- [Input for this task]
::::

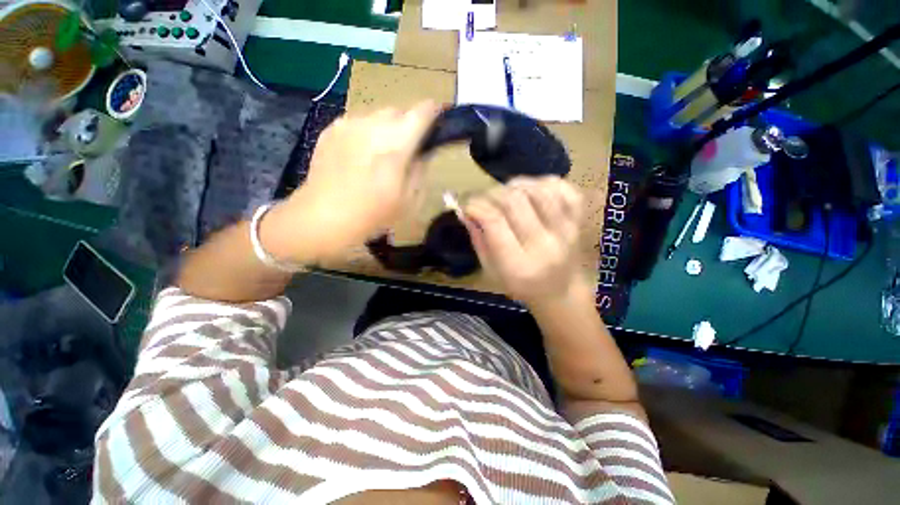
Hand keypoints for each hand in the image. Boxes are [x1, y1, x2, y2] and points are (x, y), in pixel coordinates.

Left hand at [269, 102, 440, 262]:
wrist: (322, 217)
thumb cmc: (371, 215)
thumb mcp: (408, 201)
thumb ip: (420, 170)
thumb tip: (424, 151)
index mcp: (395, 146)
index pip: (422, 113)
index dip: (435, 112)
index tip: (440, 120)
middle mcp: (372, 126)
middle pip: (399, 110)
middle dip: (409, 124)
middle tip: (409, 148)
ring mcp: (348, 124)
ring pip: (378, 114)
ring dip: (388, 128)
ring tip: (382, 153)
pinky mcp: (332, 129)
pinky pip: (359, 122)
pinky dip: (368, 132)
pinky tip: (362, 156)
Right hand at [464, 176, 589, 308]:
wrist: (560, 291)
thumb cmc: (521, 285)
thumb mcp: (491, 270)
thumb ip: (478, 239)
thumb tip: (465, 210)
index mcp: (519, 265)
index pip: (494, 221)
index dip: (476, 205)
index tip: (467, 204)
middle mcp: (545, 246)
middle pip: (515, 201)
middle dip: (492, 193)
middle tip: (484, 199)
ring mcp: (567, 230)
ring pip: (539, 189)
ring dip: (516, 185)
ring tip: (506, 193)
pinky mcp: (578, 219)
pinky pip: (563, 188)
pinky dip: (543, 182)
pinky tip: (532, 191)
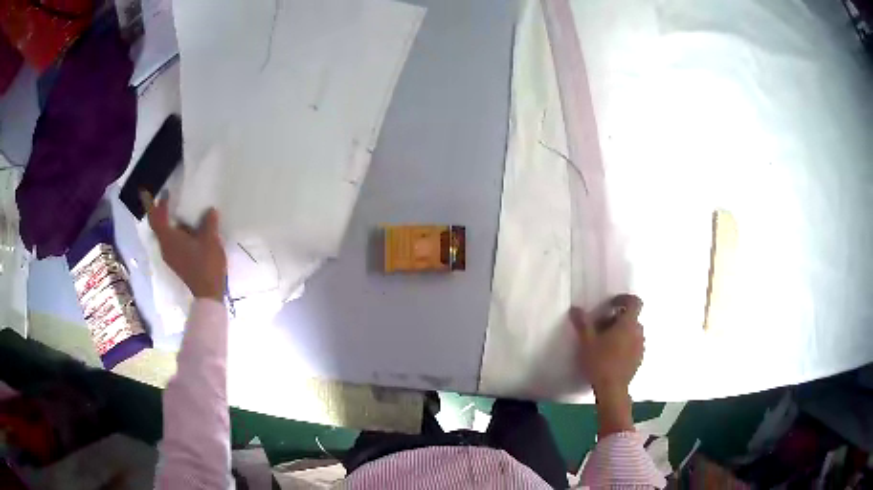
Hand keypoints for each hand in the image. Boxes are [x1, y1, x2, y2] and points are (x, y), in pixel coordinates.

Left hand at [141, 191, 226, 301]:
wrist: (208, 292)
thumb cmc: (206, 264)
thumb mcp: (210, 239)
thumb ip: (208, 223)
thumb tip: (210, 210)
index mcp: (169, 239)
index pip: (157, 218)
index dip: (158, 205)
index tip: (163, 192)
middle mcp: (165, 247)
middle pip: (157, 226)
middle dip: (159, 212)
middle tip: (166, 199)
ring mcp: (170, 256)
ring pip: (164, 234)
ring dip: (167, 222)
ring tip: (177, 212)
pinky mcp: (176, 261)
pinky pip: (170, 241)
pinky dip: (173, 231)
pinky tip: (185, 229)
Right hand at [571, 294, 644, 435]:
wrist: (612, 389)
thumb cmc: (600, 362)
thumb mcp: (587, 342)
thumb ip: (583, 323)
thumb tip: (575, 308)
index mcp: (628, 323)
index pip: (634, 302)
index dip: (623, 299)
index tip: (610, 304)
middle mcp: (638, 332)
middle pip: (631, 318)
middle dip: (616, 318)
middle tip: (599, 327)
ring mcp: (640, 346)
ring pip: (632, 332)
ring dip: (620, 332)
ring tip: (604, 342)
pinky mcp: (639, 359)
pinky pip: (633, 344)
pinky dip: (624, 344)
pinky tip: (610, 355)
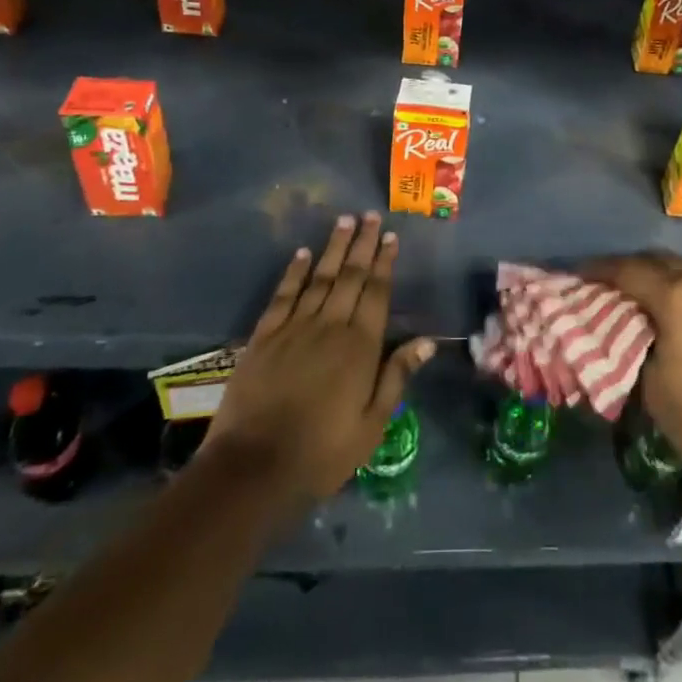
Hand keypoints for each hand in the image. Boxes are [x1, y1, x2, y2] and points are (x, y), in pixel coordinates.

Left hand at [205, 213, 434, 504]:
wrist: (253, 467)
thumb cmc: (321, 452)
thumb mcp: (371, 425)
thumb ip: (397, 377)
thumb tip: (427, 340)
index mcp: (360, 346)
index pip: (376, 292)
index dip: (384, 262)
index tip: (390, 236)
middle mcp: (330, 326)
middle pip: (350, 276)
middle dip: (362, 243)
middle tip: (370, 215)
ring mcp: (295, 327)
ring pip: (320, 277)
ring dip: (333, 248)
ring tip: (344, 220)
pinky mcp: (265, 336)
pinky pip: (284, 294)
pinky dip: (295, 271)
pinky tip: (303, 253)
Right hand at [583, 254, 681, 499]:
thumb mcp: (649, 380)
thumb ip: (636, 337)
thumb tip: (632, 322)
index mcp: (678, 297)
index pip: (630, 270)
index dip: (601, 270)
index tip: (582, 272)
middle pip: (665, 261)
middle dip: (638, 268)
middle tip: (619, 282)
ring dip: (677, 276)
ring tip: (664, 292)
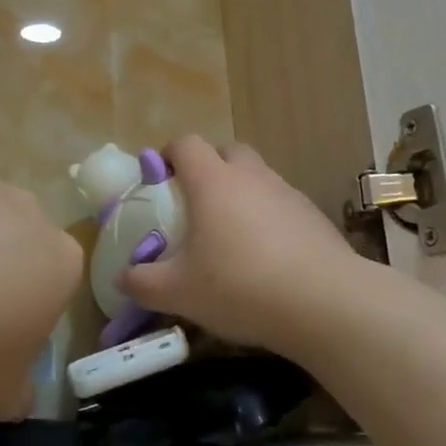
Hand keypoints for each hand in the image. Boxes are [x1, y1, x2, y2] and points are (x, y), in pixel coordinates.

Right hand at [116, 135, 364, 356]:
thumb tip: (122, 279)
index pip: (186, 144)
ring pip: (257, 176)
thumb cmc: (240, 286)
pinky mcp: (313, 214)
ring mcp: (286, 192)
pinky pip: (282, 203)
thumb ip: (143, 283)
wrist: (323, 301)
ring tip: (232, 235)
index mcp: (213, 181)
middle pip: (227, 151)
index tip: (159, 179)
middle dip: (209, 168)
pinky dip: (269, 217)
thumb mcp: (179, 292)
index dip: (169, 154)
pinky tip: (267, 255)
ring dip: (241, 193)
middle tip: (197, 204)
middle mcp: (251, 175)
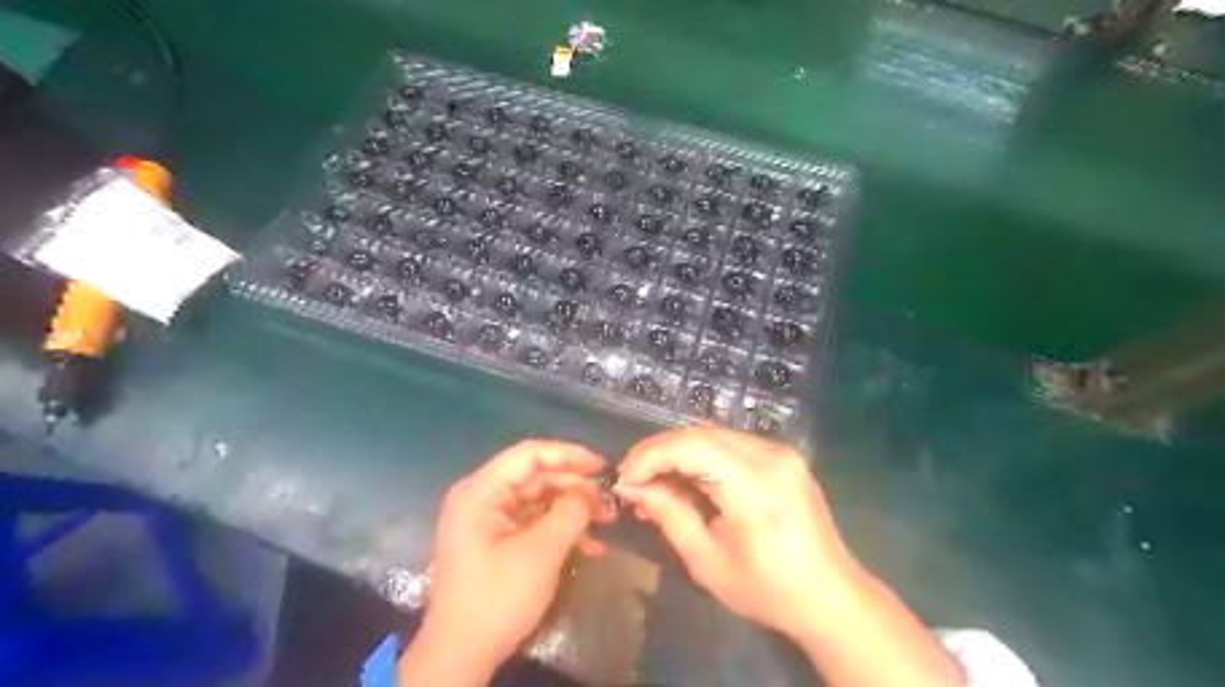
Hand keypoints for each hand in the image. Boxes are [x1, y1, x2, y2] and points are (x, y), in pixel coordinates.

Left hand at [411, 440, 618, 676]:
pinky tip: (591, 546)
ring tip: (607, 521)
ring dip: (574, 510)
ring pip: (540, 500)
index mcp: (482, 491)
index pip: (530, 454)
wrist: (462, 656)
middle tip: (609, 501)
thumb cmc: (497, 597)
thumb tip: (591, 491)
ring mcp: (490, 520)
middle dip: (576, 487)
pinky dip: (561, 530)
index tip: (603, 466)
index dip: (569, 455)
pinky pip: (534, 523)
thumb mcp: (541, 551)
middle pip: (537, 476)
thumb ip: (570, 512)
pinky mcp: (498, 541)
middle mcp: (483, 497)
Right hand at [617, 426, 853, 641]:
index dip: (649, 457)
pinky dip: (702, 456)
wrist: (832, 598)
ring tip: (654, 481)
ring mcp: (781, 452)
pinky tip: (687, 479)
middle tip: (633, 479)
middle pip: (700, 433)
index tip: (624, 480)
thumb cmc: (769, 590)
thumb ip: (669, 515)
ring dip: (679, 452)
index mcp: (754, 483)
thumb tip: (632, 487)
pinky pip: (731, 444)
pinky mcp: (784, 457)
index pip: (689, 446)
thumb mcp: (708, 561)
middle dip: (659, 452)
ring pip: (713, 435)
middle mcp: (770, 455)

::::

- [Task description] Because only the text is wanted, copy each record above precisely and omit its pictures.

- [Solved problem]
Hand keypoints for each hand in the image. Boxes are [x1, y1, x2, y2] and points are (x, y), in pixel coordinates.

Left hand at [269, 102, 440, 262]:
wrist: (322, 217)
thumb cmc: (371, 215)
thumb mcp: (408, 201)
thumb ip: (420, 170)
thumb tip: (424, 151)
index mcp: (395, 146)
index pip: (422, 113)
index dip: (435, 112)
index tip: (440, 120)
middle mcp: (372, 126)
middle pip: (399, 110)
middle dip: (409, 124)
middle tip: (409, 148)
ring mcp: (348, 124)
ring pip: (378, 114)
ring dip: (388, 128)
ring tip: (382, 153)
pinky mcp: (332, 129)
pinky pip: (359, 122)
pinky dip: (368, 132)
pinky tip: (362, 156)
Right hand at [464, 176, 589, 308]:
wrist: (560, 291)
thumb cmc: (521, 285)
thumb mcp: (491, 270)
thumb ip: (478, 239)
thumb tip: (465, 210)
index mcp: (519, 265)
index pip: (494, 221)
index dip: (476, 205)
index tip: (467, 204)
middle mcp: (545, 246)
middle pip: (515, 201)
middle dip: (492, 193)
middle tip: (484, 199)
ring mcp: (567, 230)
ring pip: (539, 189)
ring dip: (516, 185)
ring tip: (506, 193)
pinky mcp: (578, 219)
pinky pip: (563, 188)
pinky dip: (543, 182)
pinky tip: (532, 191)
Hand keypoints for each hand in the image. Boxes are [x1, y1, x2, y2] and points are (x, y), in pixel coordinates.

Left hand at [141, 191, 226, 301]:
wrist: (208, 292)
thumb cmc: (206, 264)
thumb mcp: (210, 239)
thumb ip: (208, 223)
thumb tip: (210, 210)
index mcp: (169, 239)
index pip: (157, 218)
index dip: (158, 205)
index tip: (163, 192)
middle mcp: (165, 247)
middle pip: (157, 226)
middle dip: (159, 212)
middle tip: (166, 199)
ring mcp: (170, 256)
ring pip: (164, 234)
ring dip: (167, 222)
ring tip: (177, 212)
pinky mcp: (176, 261)
pinky pip: (170, 241)
pinky dip: (173, 231)
pinky tip: (185, 229)
Right hand at [571, 294, 644, 435]:
wrist: (612, 389)
thumb cmc: (600, 362)
thumb mcp: (587, 342)
thumb ip: (583, 323)
thumb tip: (575, 308)
index mcp: (628, 323)
index pip: (634, 302)
index dip: (623, 299)
index tip: (610, 304)
middle mcp: (638, 332)
middle pip: (631, 318)
middle dip: (616, 318)
middle tip: (599, 327)
ring mcp: (640, 346)
ring pip: (632, 332)
ring dip: (620, 332)
ring tip: (604, 342)
pinky mcp: (639, 359)
pinky pip: (633, 344)
pinky dip: (624, 344)
pinky tip: (610, 355)
Hand keypoints for each hand in the image. Boxes are [x1, y1, x2, y2] and points are (x, y), in pixel coordinates.

Left hand at [205, 213, 434, 504]:
wrist: (253, 467)
thumb cmc: (321, 452)
thumb mcp: (371, 425)
thumb ip: (397, 377)
thumb tip: (427, 340)
index mcp: (360, 346)
index pip: (376, 292)
index dip: (384, 262)
index tip: (390, 236)
middle mcp: (330, 326)
middle pip: (350, 276)
middle dip: (362, 243)
middle tip: (370, 215)
ring mcp: (295, 327)
ring pip: (320, 277)
ring dip: (333, 248)
ring tip: (344, 220)
pinky mcp: (265, 336)
pinky pip: (284, 294)
pinky dip: (295, 271)
pinky tip: (303, 253)
Right hand at [583, 254, 681, 499]:
thumb mcp: (649, 380)
thumb ip: (636, 337)
thumb tip: (632, 322)
index mcp: (678, 297)
index pip: (630, 270)
index dip: (601, 270)
index tip: (582, 272)
middle pip: (665, 261)
middle dip: (638, 268)
middle tip: (619, 282)
ring dip: (677, 276)
ring tip: (664, 292)
Hand keypoints for each hand in the image. Boxes are [x1, y1, x2, y2] and points are (x, y), in pixel coordinates.

Right hand at [116, 135, 364, 356]:
thumb tip: (122, 279)
index pip: (186, 144)
ring pip: (257, 176)
thumb cmc: (240, 286)
pinky mcp: (313, 214)
ring mcp: (286, 192)
pinky pip: (282, 203)
thumb ip: (143, 283)
wrist: (323, 301)
ring tip: (232, 235)
index mcp: (213, 181)
middle pip: (227, 151)
index tip: (159, 179)
middle dip: (209, 168)
pinky dip: (269, 217)
thumb mcp: (179, 292)
index dip: (169, 154)
pinky tip: (267, 255)
ring dip: (241, 193)
middle tip: (197, 204)
middle mcp: (251, 175)
Hand keypoints for each hand in the image. Boxes are [x1, y1, x2, y2] and points are (x, y), in pixel coordinates.

Left hand at [411, 440, 618, 676]:
pinky tip: (591, 546)
ring tip: (607, 521)
ring dip: (574, 510)
ring pip: (540, 500)
index mcp: (482, 491)
index pip: (530, 454)
wrist: (462, 656)
middle tip: (609, 501)
thumb cmc: (497, 597)
thumb tip: (591, 491)
ring mcp: (490, 520)
middle dip: (576, 487)
pinky dip: (561, 530)
index tip: (603, 466)
index dip: (569, 455)
pinky pip: (534, 523)
thumb mcp: (541, 551)
middle pip: (537, 476)
thumb ip: (570, 512)
pinky mcp: (498, 541)
middle mcp: (483, 497)
Right hand at [617, 426, 853, 641]:
index dip: (649, 457)
pinky dip: (702, 456)
wrist: (832, 598)
ring tip: (654, 481)
ring mcp: (781, 452)
pinky tip: (687, 479)
middle tip: (633, 479)
middle pip: (700, 433)
index tip: (624, 480)
thumb cmc: (769, 590)
thumb ip: (669, 515)
ring dip: (679, 452)
index mcp: (754, 483)
thumb tip: (632, 487)
pinky pip: (731, 444)
pinky mcp: (784, 457)
index pip: (689, 446)
thumb mcp: (708, 561)
middle dip: (659, 452)
ring pip: (713, 435)
middle mcp: (770, 455)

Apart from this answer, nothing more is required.